**What is required:** Return each record word for word and omit the pictures.

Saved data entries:
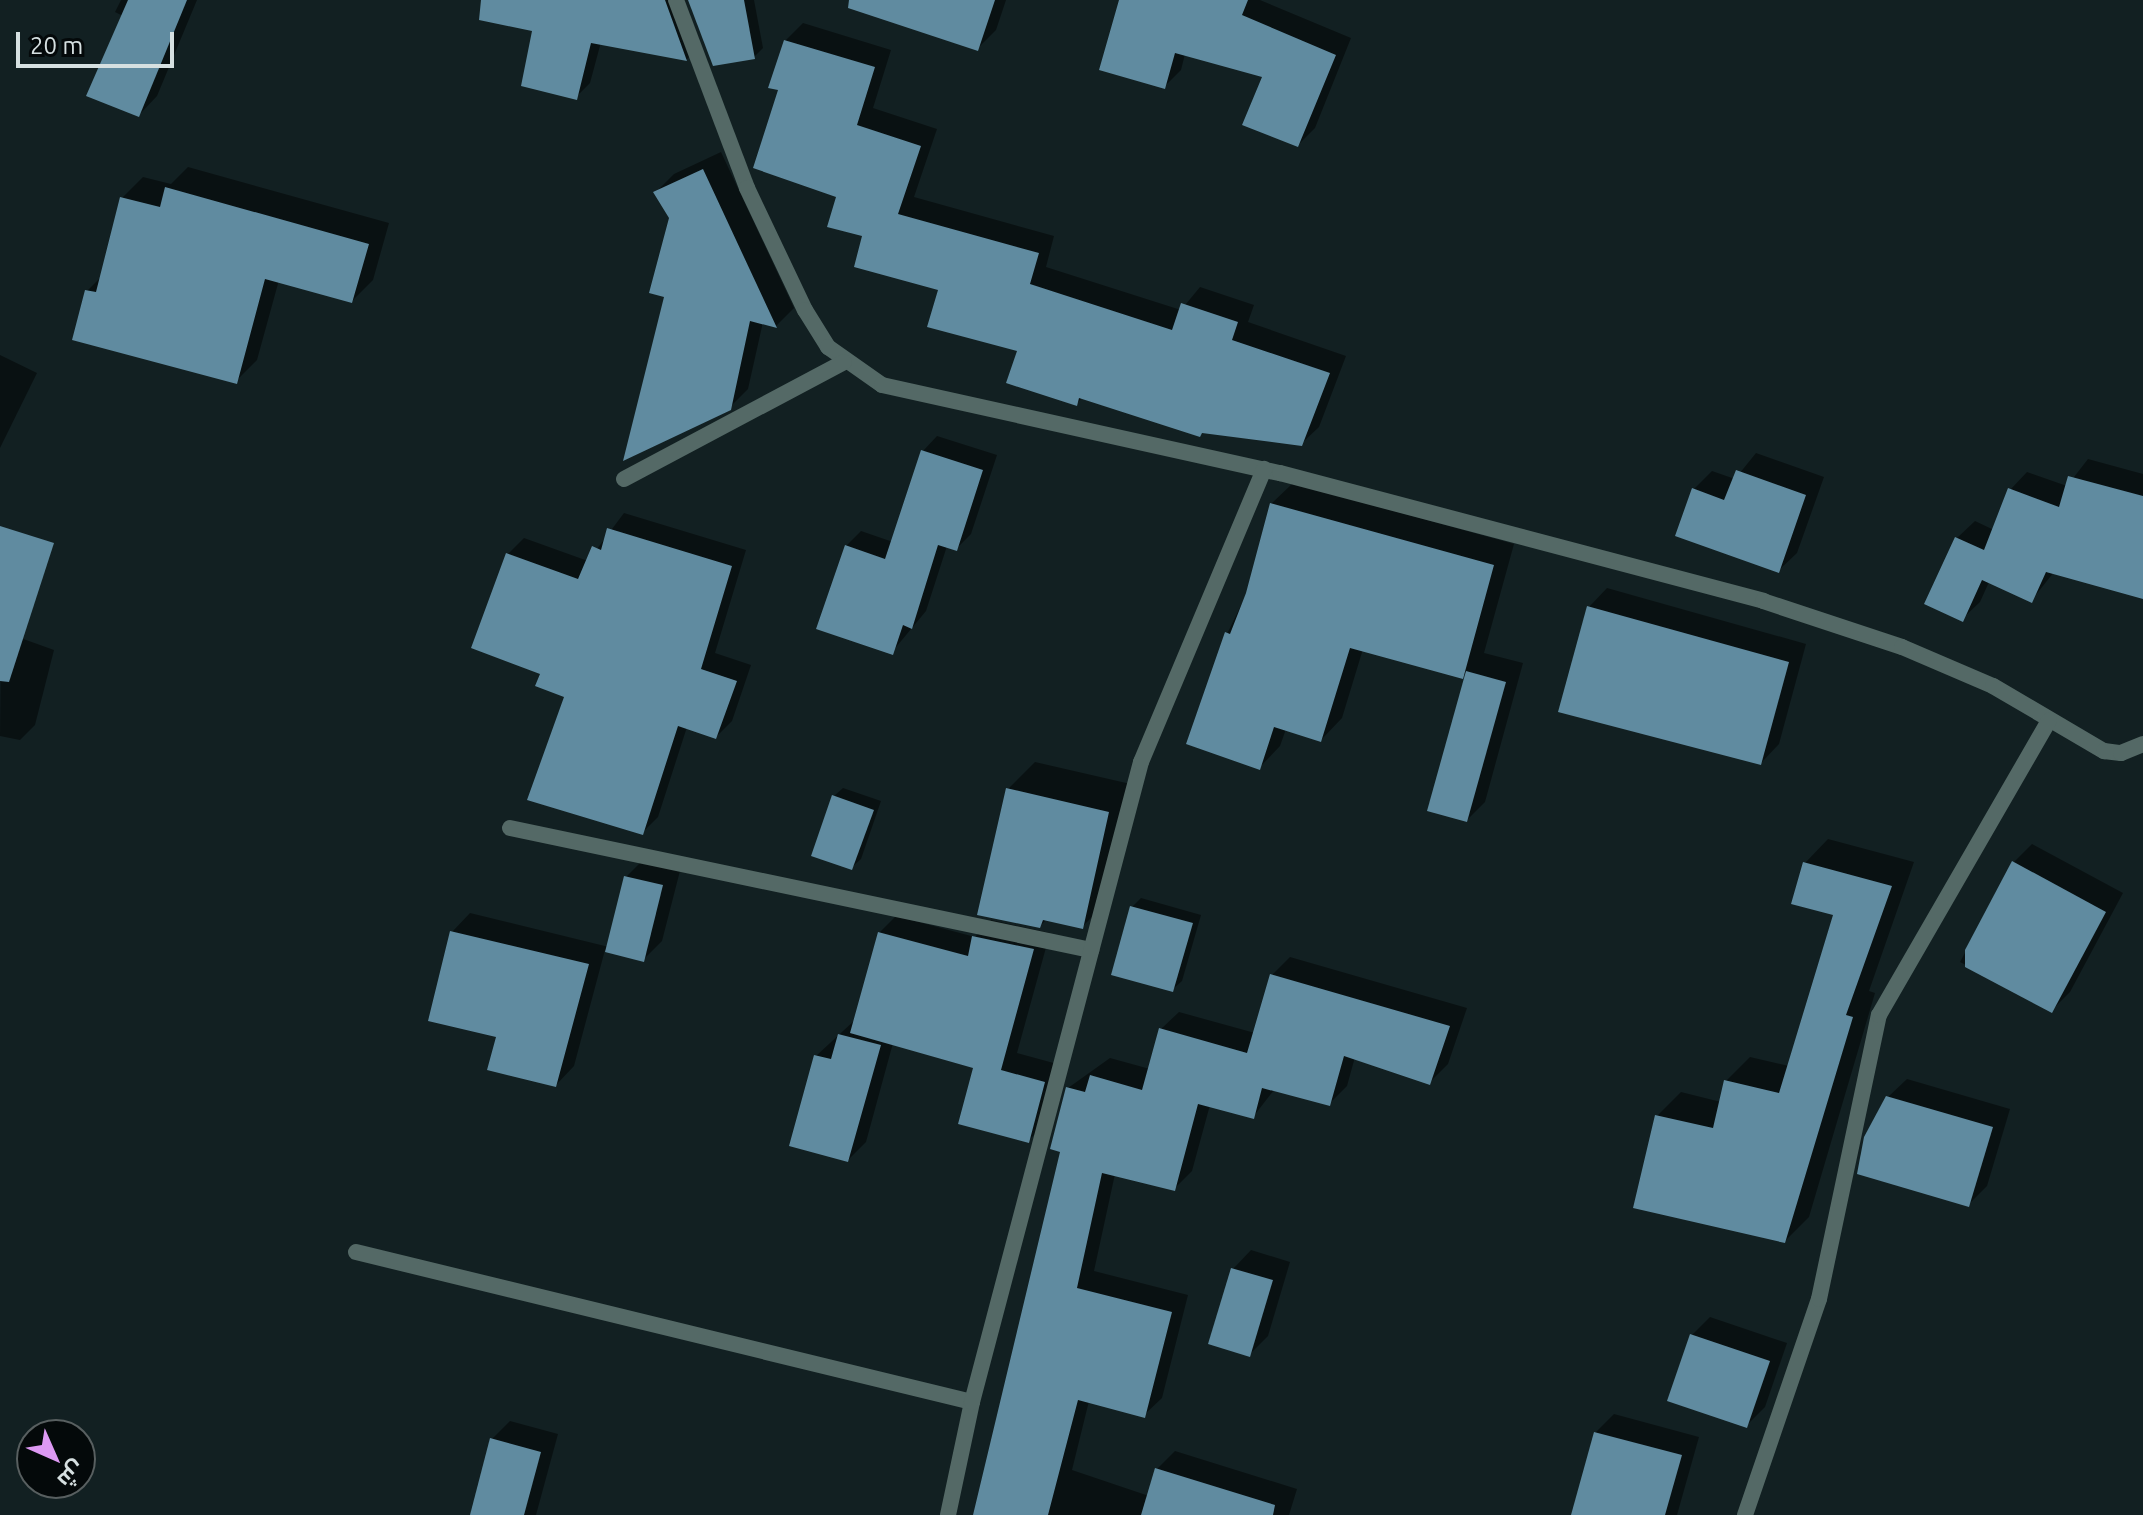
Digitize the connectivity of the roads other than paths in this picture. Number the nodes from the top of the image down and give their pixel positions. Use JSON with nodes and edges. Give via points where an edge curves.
{"nodes":[{"id":1,"x":676,"y":0,"type":"edge"},
{"id":2,"x":844,"y":362,"type":"junction"},
{"id":3,"x":1264,"y":469,"type":"junction"},
{"id":4,"x":624,"y":479,"type":"dead end"},
{"id":5,"x":2049,"y":721,"type":"junction"},
{"id":6,"x":2143,"y":744,"type":"edge"},
{"id":7,"x":510,"y":828,"type":"dead end"},
{"id":8,"x":1091,"y":950,"type":"junction"},
{"id":9,"x":356,"y":1252,"type":"dead end"},
{"id":10,"x":972,"y":1402,"type":"junction"},
{"id":11,"x":948,"y":1515,"type":"edge"},
{"id":12,"x":1745,"y":1515,"type":"edge"}],
"edges":[{"from":1,"to":2,"type":"street","via":[[747,188],[815,329]]},
{"from":2,"to":3,"type":"street","via":[[903,391]]},
{"from":2,"to":4,"type":"street"},
{"from":3,"to":5,"type":"street","via":[[1763,601],[1902,647],[1993,686]]},
{"from":3,"to":8,"type":"street","via":[[1141,762]]},
{"from":5,"to":6,"type":"street","via":[[2104,751],[2121,753]]},
{"from":5,"to":12,"type":"street","via":[[1879,1015],[1819,1299]]},
{"from":7,"to":8,"type":"street"},
{"from":8,"to":10,"type":"street"},
{"from":9,"to":10,"type":"street"},
{"from":10,"to":11,"type":"street"}]}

**Result of this task:**
Digitize the connectivity of the roads other than paths in this picture. Number the nodes from the top of the image down and give their pixel positions. Use JSON with nodes and edges. Give via points where an edge curves.
{"nodes":[{"id":1,"x":676,"y":0,"type":"edge"},
{"id":2,"x":844,"y":362,"type":"junction"},
{"id":3,"x":1264,"y":469,"type":"junction"},
{"id":4,"x":624,"y":479,"type":"dead end"},
{"id":5,"x":2049,"y":721,"type":"junction"},
{"id":6,"x":2143,"y":744,"type":"edge"},
{"id":7,"x":510,"y":828,"type":"dead end"},
{"id":8,"x":1091,"y":950,"type":"junction"},
{"id":9,"x":356,"y":1252,"type":"dead end"},
{"id":10,"x":972,"y":1402,"type":"junction"},
{"id":11,"x":948,"y":1515,"type":"edge"},
{"id":12,"x":1745,"y":1515,"type":"edge"}],
"edges":[{"from":1,"to":2,"type":"street","via":[[747,188],[815,329]]},
{"from":2,"to":3,"type":"street","via":[[903,391]]},
{"from":2,"to":4,"type":"street"},
{"from":3,"to":5,"type":"street","via":[[1763,601],[1902,647],[1993,686]]},
{"from":3,"to":8,"type":"street","via":[[1141,762]]},
{"from":5,"to":6,"type":"street","via":[[2104,751],[2121,753]]},
{"from":5,"to":12,"type":"street","via":[[1879,1015],[1819,1299]]},
{"from":7,"to":8,"type":"street"},
{"from":8,"to":10,"type":"street"},
{"from":9,"to":10,"type":"street"},
{"from":10,"to":11,"type":"street"}]}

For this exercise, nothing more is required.